Sully alimente la folie des biopics :
Les biopics, autrement dit les longs-métrages qui se concentrent sur une personnalité reconnue, sont très à la mode. Certains demeurent légitimes et intéressants, par exemple le récent Snowden d’Oliver Stone apporte réellement quelque chose, et apparaît très ancré dans la situation sociale actuelle. Pourtant l’histoire de Sully ne méritait pas forcément un film à part entière, et cela se ressent dans la mise en scène de Clint Eastwood. En manque de matière, le cinéaste n’a pas grand-chose à raconter, et se contente de mettre en scène un film court (à peine 1h30), où les informations ne sont pas légion et qui tourne très vite à vide. Sully est un film au classicisme ennuyeux, où le montage décousu et superficiel donne parfois l’impression d’avoir affaire à un téléfilm sur les crashs d’avion qui passe parfois sur France 5.
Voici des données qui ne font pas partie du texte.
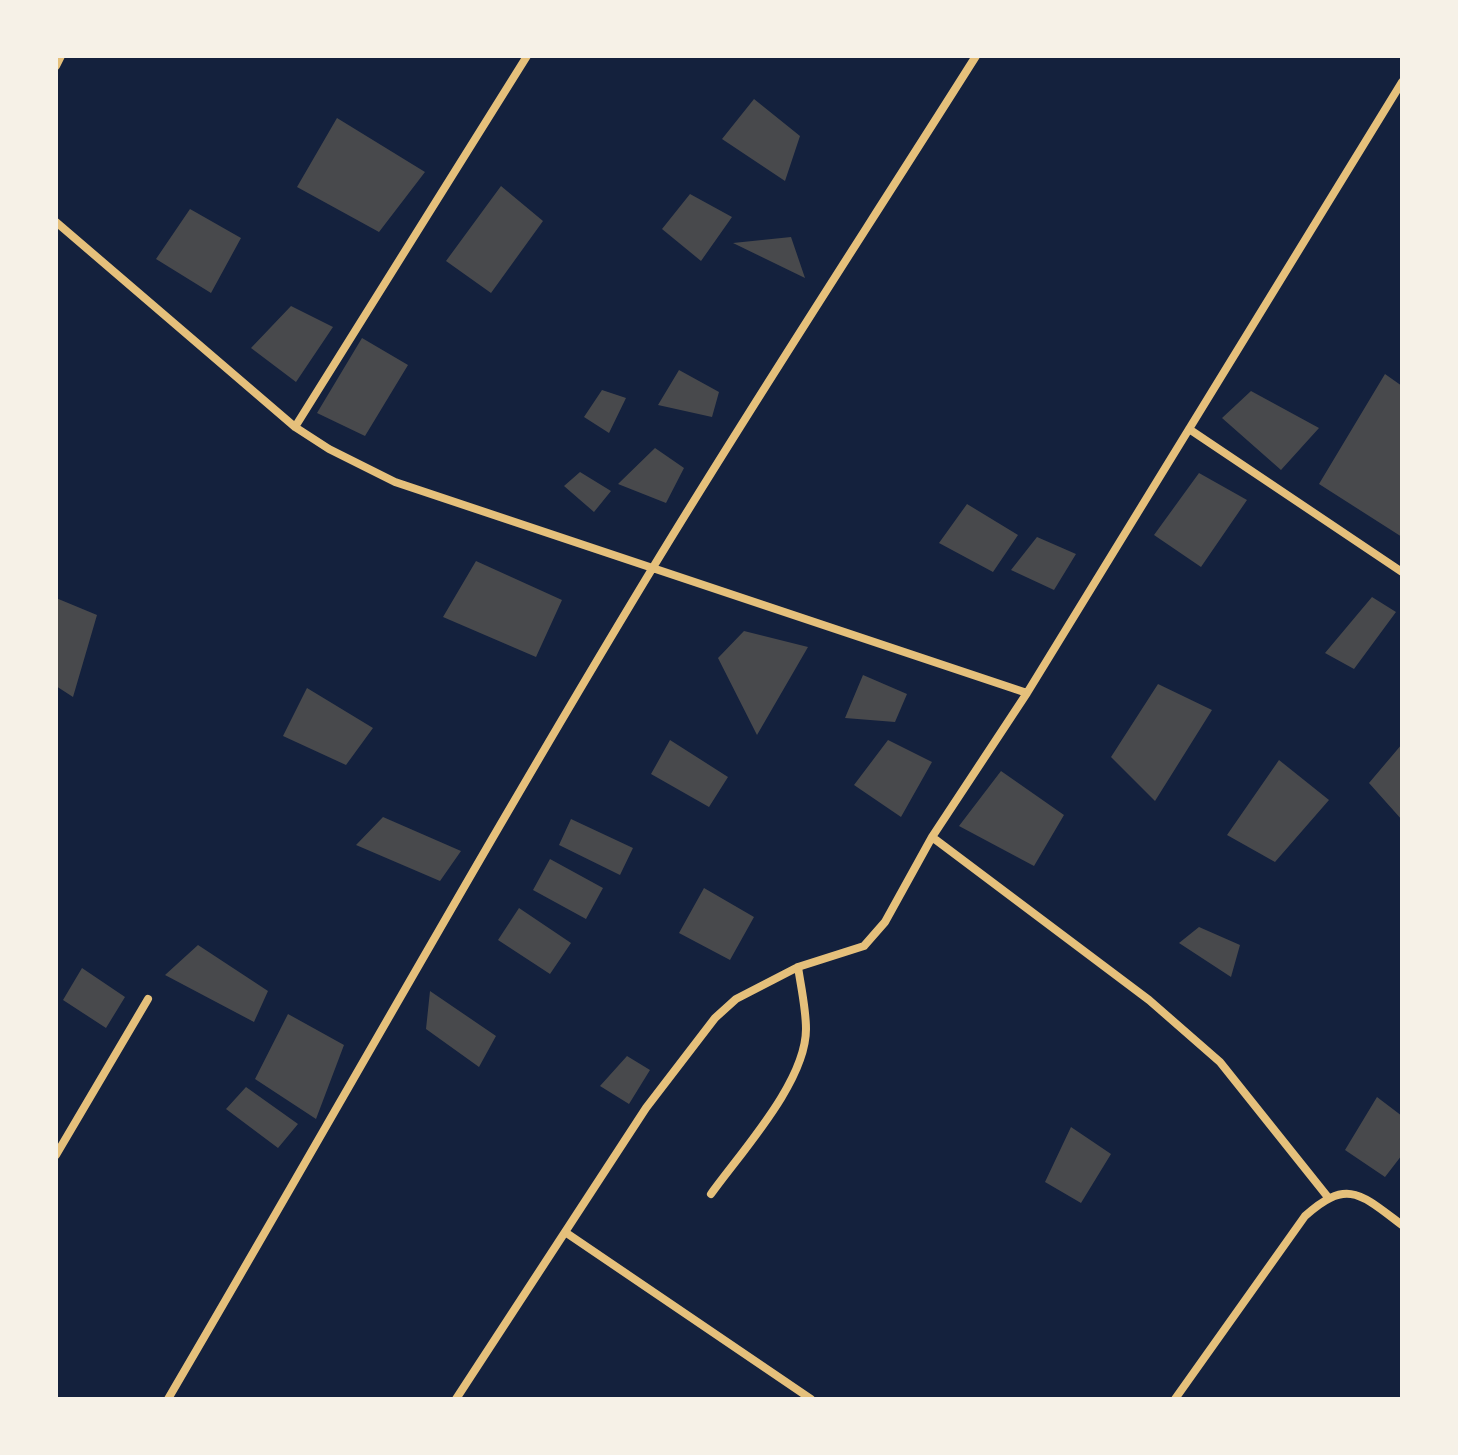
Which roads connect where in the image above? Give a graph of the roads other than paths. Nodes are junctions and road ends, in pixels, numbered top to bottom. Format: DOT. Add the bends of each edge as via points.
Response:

La photographie, le rythme, les transitions ne donnent pas un effet cinématographique au long métrage. Clint Eastwood tourne à tel point en rond qu’il ressort à son auditoire la scène du crash à de nombreuses reprises. Sully transmet le même ressenti que le récent Truth, porté par Robert Redford et Cate Blanchett, un long-métrage relativement intéressant mais terriblement fade, vide et sans véritable légitimité. Clint Eastwood semble avoir expédié son film sans réellement s’investir complètement dans sa construction, se reposant sur la présence salvatrice de Tom Hanks.
Un film qui repose totalement sur les épaules de Tom Hanks :
Le papa d’Impitoyable est reconnu pour son patriotisme à l’excès, véritable amoureux du drapeau comme a pu le révéler son récent American Sniper. Sully n’échappe pas à la règle et apparaît parfois comme une simple idéalisation des États-Unis. Il met en avant le courage du pilote, des sauveteurs, affirmant que ces héros américains ne peuvent qu’être américains, comme une évidence qui apparaît de surcroît par excès de patriotisme. Clint Eastwood ne prend pas de recul, n’émet pas de doutes, n’applique pas la nuance nécessaire lorsque l’on traite d’une histoire vraie. Ce pilote est un héros, point à la ligne.
Heureusement tout n’est pas à jeter dans Sully, notamment la prestation de Tom Hanks toujours très juste. Cet acteur à la carrière grandiose continue de nous épater en s’immisçant dans ses rôles comme personne, et déversant toujours la dose subtile et nécessaire d’émotivité pour rendre son personnage crédible et empathique. Il porte le long-métrage sur ses épaules. La dernière scène de l’accident, la plus longue, demeure prenante. Moins impressionnante que celle du récent Flight de Zemeckis, elle apparaît néanmoins plus crédible et plus effroyable. Le spectateur se sent réellement concerné et impuissant face au crash à venir, une scène musclée et parfaitement maîtrisée. Une manière de mettre le spectateur dans la peau du passager et ainsi considérer le commandant comme un véritable sauveur.
Par ailleurs, Clint Eastwood passe à côté d’un potentiel critique intéressant : il ne traite pas du contrôle des médias, de la manière avec laquelle ils peuvent manipuler la conscience populaire. De même, il ne se concentre pas assez sur le fonctionnement du système d’assurance et sur les motivations de l’enquête qui pèse sur le pilote. Pourquoi tenter de détruire sa carrière ? Le spectateur sait évidemment que c’est une question d’argent, que les assurances veulent vengeance après la destruction d’un airbus par la décision du pilote et que les rouages de ce système demeurent complexes. Mais Clint Eastwood effleure ce fait pourtant lourd de sens et ne parvient pas à déterminer la bienfaisance de la décision du pilote par rapport au système dans lequel il est prisonnier. Quant à l’aspect psychologique du personnage, son traitement reste très superficiel et porté par les clichés du genre : le personnage qui doute, qui ne parvient plus à dormir, qui ne sait plus si sa décision était la bonne ou non. Clint Eastwood ne parvient pas à donner une véritable identité à son film…
Sully est ainsi un film relativement vide, qui n’a pas grand-chose à raconter et qui n’existe que par la présence de son acteur principal : Tom Hanks.